THE DATA —
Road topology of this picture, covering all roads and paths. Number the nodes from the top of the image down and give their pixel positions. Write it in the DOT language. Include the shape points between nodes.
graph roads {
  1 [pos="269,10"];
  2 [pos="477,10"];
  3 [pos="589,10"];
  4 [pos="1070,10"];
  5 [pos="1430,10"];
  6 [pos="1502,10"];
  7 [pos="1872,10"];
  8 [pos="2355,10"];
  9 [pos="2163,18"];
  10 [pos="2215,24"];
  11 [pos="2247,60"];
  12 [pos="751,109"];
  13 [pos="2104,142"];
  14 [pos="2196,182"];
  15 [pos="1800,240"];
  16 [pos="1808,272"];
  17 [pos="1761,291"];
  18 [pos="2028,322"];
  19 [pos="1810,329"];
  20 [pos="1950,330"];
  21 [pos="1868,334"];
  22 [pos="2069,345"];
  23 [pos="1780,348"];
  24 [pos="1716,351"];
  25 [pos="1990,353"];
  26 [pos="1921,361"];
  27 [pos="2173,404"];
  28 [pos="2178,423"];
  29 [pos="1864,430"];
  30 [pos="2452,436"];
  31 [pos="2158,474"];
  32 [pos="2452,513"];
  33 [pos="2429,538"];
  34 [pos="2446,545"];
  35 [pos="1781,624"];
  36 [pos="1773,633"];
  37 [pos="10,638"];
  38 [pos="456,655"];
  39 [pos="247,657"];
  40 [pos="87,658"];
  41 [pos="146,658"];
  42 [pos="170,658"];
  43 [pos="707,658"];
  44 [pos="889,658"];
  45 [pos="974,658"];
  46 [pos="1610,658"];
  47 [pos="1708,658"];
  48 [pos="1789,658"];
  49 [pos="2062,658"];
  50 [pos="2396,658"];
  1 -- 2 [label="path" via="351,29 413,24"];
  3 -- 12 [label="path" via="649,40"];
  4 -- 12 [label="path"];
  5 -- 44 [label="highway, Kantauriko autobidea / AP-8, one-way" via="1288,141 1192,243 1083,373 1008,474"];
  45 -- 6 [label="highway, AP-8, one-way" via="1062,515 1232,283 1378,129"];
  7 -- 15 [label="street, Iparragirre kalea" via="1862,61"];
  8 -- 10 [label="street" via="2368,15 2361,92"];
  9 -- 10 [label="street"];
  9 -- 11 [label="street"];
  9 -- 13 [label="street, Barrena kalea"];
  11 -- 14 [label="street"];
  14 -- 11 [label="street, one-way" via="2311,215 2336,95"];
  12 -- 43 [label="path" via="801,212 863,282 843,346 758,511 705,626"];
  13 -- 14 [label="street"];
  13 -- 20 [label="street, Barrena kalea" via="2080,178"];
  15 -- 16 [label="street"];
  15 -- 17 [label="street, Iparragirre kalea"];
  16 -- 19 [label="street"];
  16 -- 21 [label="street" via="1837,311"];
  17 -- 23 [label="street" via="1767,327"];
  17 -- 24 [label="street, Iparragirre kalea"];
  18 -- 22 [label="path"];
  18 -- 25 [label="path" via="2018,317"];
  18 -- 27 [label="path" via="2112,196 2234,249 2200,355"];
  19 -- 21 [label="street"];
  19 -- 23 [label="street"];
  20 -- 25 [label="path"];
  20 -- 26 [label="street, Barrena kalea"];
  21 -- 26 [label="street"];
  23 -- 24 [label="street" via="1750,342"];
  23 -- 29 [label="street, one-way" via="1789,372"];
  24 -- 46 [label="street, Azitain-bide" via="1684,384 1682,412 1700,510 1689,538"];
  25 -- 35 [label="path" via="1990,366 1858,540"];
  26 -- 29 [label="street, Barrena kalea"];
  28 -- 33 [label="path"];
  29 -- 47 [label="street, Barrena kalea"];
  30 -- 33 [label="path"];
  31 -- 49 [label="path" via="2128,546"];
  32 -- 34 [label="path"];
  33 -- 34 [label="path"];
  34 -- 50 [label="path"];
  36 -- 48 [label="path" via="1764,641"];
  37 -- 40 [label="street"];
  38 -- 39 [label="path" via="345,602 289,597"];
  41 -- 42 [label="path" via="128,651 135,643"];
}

ACTION ITEM —
Hand back the material above in full, exactly as written.

REPLY —
Road topology of this picture, covering all roads and paths. Number the nodes from the top of the image down and give their pixel positions. Write it in the DOT language. Include the shape points between nodes.
graph roads {
  1 [pos="269,10"];
  2 [pos="477,10"];
  3 [pos="589,10"];
  4 [pos="1070,10"];
  5 [pos="1430,10"];
  6 [pos="1502,10"];
  7 [pos="1872,10"];
  8 [pos="2355,10"];
  9 [pos="2163,18"];
  10 [pos="2215,24"];
  11 [pos="2247,60"];
  12 [pos="751,109"];
  13 [pos="2104,142"];
  14 [pos="2196,182"];
  15 [pos="1800,240"];
  16 [pos="1808,272"];
  17 [pos="1761,291"];
  18 [pos="2028,322"];
  19 [pos="1810,329"];
  20 [pos="1950,330"];
  21 [pos="1868,334"];
  22 [pos="2069,345"];
  23 [pos="1780,348"];
  24 [pos="1716,351"];
  25 [pos="1990,353"];
  26 [pos="1921,361"];
  27 [pos="2173,404"];
  28 [pos="2178,423"];
  29 [pos="1864,430"];
  30 [pos="2452,436"];
  31 [pos="2158,474"];
  32 [pos="2452,513"];
  33 [pos="2429,538"];
  34 [pos="2446,545"];
  35 [pos="1781,624"];
  36 [pos="1773,633"];
  37 [pos="10,638"];
  38 [pos="456,655"];
  39 [pos="247,657"];
  40 [pos="87,658"];
  41 [pos="146,658"];
  42 [pos="170,658"];
  43 [pos="707,658"];
  44 [pos="889,658"];
  45 [pos="974,658"];
  46 [pos="1610,658"];
  47 [pos="1708,658"];
  48 [pos="1789,658"];
  49 [pos="2062,658"];
  50 [pos="2396,658"];
  1 -- 2 [label="path" via="351,29 413,24"];
  3 -- 12 [label="path" via="649,40"];
  4 -- 12 [label="path"];
  5 -- 44 [label="highway, Kantauriko autobidea / AP-8, one-way" via="1288,141 1192,243 1083,373 1008,474"];
  45 -- 6 [label="highway, AP-8, one-way" via="1062,515 1232,283 1378,129"];
  7 -- 15 [label="street, Iparragirre kalea" via="1862,61"];
  8 -- 10 [label="street" via="2368,15 2361,92"];
  9 -- 10 [label="street"];
  9 -- 11 [label="street"];
  9 -- 13 [label="street, Barrena kalea"];
  11 -- 14 [label="street"];
  14 -- 11 [label="street, one-way" via="2311,215 2336,95"];
  12 -- 43 [label="path" via="801,212 863,282 843,346 758,511 705,626"];
  13 -- 14 [label="street"];
  13 -- 20 [label="street, Barrena kalea" via="2080,178"];
  15 -- 16 [label="street"];
  15 -- 17 [label="street, Iparragirre kalea"];
  16 -- 19 [label="street"];
  16 -- 21 [label="street" via="1837,311"];
  17 -- 23 [label="street" via="1767,327"];
  17 -- 24 [label="street, Iparragirre kalea"];
  18 -- 22 [label="path"];
  18 -- 25 [label="path" via="2018,317"];
  18 -- 27 [label="path" via="2112,196 2234,249 2200,355"];
  19 -- 21 [label="street"];
  19 -- 23 [label="street"];
  20 -- 25 [label="path"];
  20 -- 26 [label="street, Barrena kalea"];
  21 -- 26 [label="street"];
  23 -- 24 [label="street" via="1750,342"];
  23 -- 29 [label="street, one-way" via="1789,372"];
  24 -- 46 [label="street, Azitain-bide" via="1684,384 1682,412 1700,510 1689,538"];
  25 -- 35 [label="path" via="1990,366 1858,540"];
  26 -- 29 [label="street, Barrena kalea"];
  28 -- 33 [label="path"];
  29 -- 47 [label="street, Barrena kalea"];
  30 -- 33 [label="path"];
  31 -- 49 [label="path" via="2128,546"];
  32 -- 34 [label="path"];
  33 -- 34 [label="path"];
  34 -- 50 [label="path"];
  36 -- 48 [label="path" via="1764,641"];
  37 -- 40 [label="street"];
  38 -- 39 [label="path" via="345,602 289,597"];
  41 -- 42 [label="path" via="128,651 135,643"];
}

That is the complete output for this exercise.